Joanne Dahl - Yielding FleshSunday, May 20, 2007
I used to mix corn starch with the white wine in my cheese fondue so it would not curdle. I used to make sure that my bowl, whisk and ingredients, including the eggs, were at the same temperature when I made mayonnaise. A few years back, I began to ignore it all. The fondue never curdles and the oil never separates from the egg yolks. It would seem that in cooking like in English, as Winston Churchill allegedly once said, one has to learn the rules in order to break them.
The same applies to photography. And I have noticed other similarities with cooking. I have learned to understand that photography is much like being a cook for an evening dinner in which the cook does not know how many are coming or if there are any vegetarians or Kosher Jews in the mix. One has to be prepared for everything. My photographic palette is like a recipe book. I pull out the one that will function with the circumstances that apply.
My photographic recipe book is made up of recipes that I have discovered with years of experimentation. In some cases as in these pictures, they were never used or even liked (by my subject) but nonetheless, I learned something from the experience.
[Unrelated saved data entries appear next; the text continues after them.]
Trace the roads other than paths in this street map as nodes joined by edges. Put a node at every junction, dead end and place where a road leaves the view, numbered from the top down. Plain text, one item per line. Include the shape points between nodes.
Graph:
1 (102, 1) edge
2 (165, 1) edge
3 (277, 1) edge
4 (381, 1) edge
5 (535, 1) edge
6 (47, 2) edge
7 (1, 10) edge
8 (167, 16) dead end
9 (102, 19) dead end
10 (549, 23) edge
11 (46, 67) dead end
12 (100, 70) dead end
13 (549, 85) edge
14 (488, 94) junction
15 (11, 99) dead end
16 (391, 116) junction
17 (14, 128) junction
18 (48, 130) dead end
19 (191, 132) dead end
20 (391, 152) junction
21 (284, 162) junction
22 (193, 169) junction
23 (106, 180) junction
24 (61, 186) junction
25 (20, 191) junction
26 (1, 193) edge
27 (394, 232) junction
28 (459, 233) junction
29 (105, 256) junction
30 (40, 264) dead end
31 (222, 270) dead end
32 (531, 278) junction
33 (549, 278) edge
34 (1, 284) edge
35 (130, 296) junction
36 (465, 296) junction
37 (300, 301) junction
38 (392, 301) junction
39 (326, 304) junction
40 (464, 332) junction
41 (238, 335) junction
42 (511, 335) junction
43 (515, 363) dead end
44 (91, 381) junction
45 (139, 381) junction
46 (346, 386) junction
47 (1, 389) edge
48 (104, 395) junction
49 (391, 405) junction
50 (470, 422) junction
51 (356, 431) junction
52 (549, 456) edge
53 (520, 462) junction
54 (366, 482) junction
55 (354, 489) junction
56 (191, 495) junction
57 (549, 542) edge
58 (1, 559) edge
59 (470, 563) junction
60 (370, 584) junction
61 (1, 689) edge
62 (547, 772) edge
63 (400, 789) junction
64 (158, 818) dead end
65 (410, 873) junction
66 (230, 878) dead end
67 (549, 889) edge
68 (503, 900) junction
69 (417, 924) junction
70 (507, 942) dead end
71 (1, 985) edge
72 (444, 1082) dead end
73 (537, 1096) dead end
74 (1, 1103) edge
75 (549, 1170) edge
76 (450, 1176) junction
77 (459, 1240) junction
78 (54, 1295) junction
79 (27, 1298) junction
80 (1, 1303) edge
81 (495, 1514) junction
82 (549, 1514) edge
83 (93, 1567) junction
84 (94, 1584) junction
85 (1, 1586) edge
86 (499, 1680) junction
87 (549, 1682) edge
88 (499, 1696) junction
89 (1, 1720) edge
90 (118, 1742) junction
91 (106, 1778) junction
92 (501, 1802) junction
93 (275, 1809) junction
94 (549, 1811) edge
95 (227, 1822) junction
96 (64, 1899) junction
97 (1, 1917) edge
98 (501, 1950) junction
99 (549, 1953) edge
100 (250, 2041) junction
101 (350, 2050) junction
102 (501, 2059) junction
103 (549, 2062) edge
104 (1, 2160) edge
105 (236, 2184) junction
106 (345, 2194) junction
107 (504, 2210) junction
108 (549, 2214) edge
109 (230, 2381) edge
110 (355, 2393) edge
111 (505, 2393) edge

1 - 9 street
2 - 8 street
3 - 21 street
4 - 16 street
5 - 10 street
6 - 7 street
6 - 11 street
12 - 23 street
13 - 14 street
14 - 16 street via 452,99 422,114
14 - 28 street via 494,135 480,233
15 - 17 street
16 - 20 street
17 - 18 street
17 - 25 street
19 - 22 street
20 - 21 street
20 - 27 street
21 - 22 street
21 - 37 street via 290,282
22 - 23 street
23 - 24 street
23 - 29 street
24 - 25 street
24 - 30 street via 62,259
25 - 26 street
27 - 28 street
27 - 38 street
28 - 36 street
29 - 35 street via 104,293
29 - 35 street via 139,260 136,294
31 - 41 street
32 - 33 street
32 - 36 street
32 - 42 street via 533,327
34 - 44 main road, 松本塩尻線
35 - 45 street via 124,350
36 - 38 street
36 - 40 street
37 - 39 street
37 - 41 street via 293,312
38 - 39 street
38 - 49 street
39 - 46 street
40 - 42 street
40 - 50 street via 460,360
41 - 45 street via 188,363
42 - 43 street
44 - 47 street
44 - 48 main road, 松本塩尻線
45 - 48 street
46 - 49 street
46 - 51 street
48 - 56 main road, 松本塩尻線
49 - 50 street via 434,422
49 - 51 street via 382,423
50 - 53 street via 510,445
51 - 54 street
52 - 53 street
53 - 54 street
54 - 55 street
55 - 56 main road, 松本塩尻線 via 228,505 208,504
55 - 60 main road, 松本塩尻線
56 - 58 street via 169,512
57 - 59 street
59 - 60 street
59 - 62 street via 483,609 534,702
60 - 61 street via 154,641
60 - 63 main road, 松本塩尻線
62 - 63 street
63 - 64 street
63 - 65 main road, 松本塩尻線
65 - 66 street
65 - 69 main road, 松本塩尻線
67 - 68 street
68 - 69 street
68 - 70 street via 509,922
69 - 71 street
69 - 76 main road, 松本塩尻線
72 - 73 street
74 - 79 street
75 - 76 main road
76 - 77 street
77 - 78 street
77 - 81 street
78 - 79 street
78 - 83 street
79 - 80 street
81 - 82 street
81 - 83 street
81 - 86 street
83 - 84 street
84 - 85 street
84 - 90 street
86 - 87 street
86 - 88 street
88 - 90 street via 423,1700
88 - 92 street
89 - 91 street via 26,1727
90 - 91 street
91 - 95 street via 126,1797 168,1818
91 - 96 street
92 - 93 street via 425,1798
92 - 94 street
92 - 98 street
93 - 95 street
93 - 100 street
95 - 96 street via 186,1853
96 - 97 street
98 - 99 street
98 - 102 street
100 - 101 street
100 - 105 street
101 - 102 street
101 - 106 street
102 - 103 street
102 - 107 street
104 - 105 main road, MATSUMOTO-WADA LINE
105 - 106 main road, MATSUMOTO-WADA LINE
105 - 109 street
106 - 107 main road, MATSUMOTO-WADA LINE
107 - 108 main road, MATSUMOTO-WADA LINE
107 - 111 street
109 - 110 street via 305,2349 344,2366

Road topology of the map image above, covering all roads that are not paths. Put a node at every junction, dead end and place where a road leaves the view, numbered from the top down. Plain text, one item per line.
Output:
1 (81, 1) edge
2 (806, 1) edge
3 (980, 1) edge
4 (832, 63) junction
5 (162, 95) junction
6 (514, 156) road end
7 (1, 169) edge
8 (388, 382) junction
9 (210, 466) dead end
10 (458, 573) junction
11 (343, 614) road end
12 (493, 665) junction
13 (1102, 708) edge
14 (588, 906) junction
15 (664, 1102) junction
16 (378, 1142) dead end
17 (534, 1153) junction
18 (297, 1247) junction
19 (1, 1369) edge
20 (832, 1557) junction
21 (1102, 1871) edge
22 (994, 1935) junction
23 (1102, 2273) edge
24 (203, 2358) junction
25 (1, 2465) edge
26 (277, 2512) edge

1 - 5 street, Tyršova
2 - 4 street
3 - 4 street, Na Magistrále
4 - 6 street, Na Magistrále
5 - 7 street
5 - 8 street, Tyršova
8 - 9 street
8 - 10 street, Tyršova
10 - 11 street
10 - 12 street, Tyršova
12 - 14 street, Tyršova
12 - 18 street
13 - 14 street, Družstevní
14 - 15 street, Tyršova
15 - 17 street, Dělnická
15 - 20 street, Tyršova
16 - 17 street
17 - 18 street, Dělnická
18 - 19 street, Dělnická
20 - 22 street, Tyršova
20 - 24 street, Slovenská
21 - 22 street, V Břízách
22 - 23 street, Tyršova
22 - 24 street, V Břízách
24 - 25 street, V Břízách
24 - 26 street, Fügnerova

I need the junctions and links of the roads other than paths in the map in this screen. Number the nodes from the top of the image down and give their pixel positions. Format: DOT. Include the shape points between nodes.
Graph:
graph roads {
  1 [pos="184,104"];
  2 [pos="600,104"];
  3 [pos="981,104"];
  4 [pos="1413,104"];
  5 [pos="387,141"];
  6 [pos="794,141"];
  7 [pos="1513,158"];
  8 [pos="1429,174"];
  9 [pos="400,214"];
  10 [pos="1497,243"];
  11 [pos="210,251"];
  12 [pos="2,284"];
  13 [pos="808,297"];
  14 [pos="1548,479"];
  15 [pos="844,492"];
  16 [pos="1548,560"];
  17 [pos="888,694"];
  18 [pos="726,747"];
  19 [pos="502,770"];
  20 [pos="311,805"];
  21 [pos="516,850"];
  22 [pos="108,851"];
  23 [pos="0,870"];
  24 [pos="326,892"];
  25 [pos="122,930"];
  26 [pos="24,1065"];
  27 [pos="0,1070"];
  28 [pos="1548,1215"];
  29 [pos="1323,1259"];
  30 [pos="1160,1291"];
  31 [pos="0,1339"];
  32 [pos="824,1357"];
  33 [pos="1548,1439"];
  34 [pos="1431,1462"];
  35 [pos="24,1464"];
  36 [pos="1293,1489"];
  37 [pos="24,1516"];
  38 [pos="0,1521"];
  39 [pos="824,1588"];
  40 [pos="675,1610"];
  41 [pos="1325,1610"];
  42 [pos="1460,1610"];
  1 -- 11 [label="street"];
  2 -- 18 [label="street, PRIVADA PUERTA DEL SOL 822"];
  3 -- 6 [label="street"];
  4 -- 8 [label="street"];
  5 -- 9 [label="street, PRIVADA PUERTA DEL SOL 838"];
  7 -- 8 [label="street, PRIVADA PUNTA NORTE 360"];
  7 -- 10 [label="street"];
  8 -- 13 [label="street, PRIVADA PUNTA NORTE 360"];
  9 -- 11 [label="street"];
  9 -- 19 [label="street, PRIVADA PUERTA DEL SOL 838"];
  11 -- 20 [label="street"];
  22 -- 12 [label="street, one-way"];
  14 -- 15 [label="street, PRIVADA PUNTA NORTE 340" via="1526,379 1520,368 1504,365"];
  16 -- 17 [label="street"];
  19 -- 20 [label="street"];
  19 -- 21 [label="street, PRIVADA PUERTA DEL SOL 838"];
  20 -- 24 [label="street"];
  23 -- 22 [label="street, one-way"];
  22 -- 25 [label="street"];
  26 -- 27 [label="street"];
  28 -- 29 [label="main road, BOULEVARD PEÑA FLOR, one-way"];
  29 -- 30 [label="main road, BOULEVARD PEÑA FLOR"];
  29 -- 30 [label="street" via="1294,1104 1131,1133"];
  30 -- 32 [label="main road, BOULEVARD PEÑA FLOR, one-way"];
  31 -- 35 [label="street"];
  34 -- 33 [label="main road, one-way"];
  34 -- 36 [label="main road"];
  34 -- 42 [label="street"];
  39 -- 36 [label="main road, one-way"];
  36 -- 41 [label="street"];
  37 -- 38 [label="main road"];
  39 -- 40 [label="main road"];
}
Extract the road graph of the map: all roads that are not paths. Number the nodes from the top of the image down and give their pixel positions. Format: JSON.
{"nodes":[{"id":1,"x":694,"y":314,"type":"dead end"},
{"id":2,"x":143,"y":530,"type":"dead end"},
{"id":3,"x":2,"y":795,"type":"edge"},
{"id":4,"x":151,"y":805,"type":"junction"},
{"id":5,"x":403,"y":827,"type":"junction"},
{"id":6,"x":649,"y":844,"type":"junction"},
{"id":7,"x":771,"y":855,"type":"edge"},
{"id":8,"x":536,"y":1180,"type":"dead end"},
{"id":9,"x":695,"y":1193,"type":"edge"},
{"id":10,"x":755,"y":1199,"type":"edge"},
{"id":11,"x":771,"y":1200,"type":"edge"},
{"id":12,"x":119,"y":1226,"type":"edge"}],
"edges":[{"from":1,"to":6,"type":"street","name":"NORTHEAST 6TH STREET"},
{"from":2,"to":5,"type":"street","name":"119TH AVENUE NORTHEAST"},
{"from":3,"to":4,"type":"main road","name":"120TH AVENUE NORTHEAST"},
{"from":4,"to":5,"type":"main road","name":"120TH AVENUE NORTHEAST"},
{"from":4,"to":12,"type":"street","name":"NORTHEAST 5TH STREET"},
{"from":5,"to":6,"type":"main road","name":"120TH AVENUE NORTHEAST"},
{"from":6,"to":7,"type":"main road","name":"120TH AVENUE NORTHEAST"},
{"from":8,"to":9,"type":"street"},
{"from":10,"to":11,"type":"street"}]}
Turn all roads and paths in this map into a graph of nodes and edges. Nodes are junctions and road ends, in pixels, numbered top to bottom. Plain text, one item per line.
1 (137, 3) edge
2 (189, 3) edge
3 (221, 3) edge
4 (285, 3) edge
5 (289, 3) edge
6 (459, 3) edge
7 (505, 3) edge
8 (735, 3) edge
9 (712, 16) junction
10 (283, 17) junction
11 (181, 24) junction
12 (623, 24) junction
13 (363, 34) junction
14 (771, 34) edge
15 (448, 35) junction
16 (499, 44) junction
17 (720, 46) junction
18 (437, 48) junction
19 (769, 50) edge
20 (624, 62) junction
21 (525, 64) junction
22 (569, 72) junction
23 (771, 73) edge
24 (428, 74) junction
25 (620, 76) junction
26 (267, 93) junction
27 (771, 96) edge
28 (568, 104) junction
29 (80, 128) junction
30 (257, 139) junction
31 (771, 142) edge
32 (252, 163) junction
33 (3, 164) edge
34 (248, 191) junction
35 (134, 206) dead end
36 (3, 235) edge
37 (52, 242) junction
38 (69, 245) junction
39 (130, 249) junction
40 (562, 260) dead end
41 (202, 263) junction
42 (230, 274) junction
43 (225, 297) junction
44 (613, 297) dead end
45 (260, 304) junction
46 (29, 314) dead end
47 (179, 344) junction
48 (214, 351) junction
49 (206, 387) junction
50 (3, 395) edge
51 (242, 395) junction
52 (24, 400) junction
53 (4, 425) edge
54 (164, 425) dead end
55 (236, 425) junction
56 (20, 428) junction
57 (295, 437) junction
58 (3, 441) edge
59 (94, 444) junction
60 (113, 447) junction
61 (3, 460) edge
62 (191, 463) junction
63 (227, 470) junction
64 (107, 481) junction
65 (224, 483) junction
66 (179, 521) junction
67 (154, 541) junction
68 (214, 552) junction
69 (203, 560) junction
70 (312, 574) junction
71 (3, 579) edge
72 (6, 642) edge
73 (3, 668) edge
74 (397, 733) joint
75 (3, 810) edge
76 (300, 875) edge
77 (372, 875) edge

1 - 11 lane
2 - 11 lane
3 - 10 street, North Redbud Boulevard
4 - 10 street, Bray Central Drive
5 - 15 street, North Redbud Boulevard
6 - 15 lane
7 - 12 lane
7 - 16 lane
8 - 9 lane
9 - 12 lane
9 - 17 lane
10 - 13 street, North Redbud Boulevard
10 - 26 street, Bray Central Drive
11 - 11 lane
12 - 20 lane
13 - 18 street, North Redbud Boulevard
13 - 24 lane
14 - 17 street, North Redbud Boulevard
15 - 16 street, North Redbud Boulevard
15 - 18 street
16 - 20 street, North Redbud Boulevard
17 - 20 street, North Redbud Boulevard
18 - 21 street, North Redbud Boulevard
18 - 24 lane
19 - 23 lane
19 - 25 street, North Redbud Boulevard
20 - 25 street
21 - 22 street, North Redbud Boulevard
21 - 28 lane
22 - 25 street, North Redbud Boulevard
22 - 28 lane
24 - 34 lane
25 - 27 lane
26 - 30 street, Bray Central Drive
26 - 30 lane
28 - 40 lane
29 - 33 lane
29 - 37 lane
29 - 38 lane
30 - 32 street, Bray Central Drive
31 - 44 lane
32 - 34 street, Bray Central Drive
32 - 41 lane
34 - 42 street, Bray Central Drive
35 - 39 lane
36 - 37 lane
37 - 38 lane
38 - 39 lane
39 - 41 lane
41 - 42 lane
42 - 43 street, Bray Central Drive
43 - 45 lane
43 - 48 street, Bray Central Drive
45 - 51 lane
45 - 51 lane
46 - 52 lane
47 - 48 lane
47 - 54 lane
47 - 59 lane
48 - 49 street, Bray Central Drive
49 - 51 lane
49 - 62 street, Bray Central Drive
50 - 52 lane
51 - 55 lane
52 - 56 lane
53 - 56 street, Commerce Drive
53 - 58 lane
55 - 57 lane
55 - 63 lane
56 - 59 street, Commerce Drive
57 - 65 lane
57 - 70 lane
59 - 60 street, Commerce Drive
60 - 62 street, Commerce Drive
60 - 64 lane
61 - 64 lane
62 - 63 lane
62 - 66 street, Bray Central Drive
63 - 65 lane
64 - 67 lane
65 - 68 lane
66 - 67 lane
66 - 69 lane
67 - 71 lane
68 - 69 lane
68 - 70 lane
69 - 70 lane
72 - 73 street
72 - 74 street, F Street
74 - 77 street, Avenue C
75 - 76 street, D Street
I used fast colour slide film (Ektachrome 800) which I pushed and exposed with no flash. The photographs might have been improved if I had used reflectors on the dark side to diminish the contrast. But then I had to learn my lesson.
These pictures are at least 23 years old and at the time I was interested (as most younger men might) in why erotic photographs were erotic. I may have even taken these studies to show that beautiful cleavage had nothing to do with breast size. I do believe that is true but that is not earth shaking knowledge now for me as it might have been then. I do remember calling up Joanne and asking her what was erotic.
Her reply was short, "Yielding flesh."